America’s crypto lobby has found its new national holiday: 4 July. At Consensus in Miami, Patrick Witt, now the White House’s main digital-assets point man, said the administration wants the CLARITY Act through by Independence Day. The symbolism is almost too neat. A country born by declaring independence from an empire now wants to declare regulatory independence for an industry that spent a decade pretending Washington did not matter.
The odds have moved with the rhetoric. Polymarket traders now put the chance of the CLARITY Act becoming law this year at roughly 70%, up sharply from last month, helped by reports of a Senate compromise on stablecoin interest payments. But this is still Washington, where legislative certainty is usually just a rumour with a better suit.
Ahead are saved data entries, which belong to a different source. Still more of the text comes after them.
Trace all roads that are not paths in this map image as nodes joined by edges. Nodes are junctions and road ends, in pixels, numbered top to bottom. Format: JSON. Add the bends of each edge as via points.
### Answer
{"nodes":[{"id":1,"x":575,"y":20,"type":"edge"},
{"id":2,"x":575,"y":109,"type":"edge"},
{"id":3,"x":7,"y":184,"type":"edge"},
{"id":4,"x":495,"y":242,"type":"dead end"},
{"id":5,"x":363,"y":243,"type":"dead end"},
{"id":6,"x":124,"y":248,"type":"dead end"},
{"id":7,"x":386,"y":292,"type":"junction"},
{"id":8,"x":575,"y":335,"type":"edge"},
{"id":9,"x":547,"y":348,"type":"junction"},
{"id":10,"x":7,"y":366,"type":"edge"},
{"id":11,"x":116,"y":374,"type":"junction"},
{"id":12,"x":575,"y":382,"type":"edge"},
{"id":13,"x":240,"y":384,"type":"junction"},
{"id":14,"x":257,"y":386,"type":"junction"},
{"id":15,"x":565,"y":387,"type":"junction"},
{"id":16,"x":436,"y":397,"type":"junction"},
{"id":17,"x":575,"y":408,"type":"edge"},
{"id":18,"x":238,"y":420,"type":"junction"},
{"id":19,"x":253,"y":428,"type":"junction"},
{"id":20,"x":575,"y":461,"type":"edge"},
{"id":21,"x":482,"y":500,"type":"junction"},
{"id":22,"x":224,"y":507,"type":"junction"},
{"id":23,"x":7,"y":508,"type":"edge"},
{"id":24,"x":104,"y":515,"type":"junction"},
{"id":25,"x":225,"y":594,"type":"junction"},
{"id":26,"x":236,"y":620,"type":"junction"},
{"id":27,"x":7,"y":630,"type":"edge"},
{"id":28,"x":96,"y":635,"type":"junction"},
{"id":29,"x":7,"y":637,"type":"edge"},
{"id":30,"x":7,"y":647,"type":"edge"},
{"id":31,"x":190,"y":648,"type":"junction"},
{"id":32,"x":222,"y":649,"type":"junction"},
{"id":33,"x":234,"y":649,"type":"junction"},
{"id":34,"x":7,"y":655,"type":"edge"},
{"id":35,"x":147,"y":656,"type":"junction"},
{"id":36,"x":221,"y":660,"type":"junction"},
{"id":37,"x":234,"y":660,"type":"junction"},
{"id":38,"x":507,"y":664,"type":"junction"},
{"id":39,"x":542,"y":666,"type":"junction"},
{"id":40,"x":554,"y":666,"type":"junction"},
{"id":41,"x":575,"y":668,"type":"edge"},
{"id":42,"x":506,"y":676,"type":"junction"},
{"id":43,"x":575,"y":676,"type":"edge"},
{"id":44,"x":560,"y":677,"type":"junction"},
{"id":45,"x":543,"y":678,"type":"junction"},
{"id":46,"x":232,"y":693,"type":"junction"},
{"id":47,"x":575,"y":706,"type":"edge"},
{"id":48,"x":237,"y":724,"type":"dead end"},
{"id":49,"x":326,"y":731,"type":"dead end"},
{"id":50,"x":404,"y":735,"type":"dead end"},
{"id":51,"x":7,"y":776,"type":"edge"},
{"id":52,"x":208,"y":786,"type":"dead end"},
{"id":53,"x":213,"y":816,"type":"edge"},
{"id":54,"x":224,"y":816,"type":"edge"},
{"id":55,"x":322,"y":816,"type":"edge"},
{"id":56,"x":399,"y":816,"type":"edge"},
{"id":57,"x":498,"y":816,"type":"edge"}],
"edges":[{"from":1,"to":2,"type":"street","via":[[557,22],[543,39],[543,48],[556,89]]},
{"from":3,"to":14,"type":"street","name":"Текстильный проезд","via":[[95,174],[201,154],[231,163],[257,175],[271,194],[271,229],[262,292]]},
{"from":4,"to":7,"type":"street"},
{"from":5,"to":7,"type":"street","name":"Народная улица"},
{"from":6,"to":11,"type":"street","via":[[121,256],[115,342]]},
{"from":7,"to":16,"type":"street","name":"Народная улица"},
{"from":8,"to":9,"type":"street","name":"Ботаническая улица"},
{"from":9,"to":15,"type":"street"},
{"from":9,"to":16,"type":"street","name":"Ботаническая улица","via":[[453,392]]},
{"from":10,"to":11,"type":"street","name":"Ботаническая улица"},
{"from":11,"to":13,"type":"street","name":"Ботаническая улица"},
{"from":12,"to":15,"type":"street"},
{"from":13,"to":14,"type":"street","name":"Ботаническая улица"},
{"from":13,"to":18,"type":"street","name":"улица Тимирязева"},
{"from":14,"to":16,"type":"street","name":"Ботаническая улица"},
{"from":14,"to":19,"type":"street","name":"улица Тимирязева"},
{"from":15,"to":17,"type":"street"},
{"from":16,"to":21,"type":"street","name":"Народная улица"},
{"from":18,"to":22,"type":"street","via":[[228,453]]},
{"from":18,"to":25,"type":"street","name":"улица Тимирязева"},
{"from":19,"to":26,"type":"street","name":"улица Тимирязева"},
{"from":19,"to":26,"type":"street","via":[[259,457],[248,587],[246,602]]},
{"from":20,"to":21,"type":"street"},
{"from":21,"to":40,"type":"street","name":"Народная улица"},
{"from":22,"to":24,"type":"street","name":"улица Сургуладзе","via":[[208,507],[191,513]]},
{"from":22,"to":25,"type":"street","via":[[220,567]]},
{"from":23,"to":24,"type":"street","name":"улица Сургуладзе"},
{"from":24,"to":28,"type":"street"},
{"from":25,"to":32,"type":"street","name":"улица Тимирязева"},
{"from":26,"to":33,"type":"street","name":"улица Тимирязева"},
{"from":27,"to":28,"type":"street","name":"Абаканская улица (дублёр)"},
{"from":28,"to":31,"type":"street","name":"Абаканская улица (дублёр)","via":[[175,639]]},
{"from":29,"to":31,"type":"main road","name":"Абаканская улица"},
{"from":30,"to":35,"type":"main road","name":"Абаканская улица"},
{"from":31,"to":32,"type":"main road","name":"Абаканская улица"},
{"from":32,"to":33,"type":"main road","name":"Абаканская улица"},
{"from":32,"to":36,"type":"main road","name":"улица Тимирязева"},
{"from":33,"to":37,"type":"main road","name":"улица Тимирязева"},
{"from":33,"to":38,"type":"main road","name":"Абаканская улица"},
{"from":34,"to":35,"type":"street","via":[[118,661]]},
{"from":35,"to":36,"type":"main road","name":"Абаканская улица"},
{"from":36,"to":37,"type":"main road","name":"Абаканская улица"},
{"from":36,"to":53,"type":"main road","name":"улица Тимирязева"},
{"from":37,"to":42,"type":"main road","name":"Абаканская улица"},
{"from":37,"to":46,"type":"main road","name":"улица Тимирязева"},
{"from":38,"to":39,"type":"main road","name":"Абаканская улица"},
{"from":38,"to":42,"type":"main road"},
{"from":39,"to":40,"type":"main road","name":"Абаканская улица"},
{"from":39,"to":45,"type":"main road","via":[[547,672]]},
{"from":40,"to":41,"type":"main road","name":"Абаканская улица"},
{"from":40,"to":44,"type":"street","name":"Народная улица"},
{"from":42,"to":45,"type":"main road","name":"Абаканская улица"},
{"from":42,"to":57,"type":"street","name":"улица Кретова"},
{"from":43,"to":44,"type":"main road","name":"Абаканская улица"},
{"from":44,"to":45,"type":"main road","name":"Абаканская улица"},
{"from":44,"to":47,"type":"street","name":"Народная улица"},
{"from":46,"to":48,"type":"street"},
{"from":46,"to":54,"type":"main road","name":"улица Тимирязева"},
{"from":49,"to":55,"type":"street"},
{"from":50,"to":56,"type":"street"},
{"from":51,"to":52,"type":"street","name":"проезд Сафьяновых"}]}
Galaxy has warned that if Senate markup slips too far beyond May, the odds fall quickly.
The more interesting shift is personnel. David Sacks has left his formal White House AI and crypto czar role after exhausting the 130-day limit for special government employees, although he remains influential through the President’s Council of Advisors on Science and Technology (PCAST). Witt, not Sacks, is now the operative figure on crypto legislation. Sacks supplied the Silicon Valley glamour. Witt has the less glamorous but more important job: getting text through committees, reconciling factions, and keeping Congress on schedule.
Then came the line of the week: Kevin Warsh calling Bitcoin the “new gold.” It is a useful soundbite, but a lazy one. Gold sits in vaults. Bitcoin consumes, stores and transmits energy through proof-of-work. Rosa & Roubini’s own valuation work argues that Bitcoin should be understood not merely as digital scarcity, but as a form of digital energy storage, with its value anchored partly in the real-world electricity required to secure and produce each coin. Their energy-based models put fair value well above recent market levels, while the Power Law framework suggests Bitcoin is still moving within a long-term adoption channel rather than a simple scarcity fairy tale.
That distinction matters. If Bitcoin is “new gold,” it is a passive reserve asset. If Bitcoin is stored energy, it is something stranger: monetary infrastructure linked to power grids, mining economics, dollar liquidity and sovereign strategy. That is why the Strategic Bitcoin Reserve is not just another Trump-era flourish. Witt has said legislation should follow the executive order, with proposals in Congress contemplating the purchase of up to one million bitcoin over five years.
So the week’s story is not simply that crypto is rallying again. It is that Bitcoin is being reclassified in real time: from speculative token, to macro asset, to reserve instrument, to energy-backed strategic infrastructure. Gold had central banks. Bitcoin wants Congress.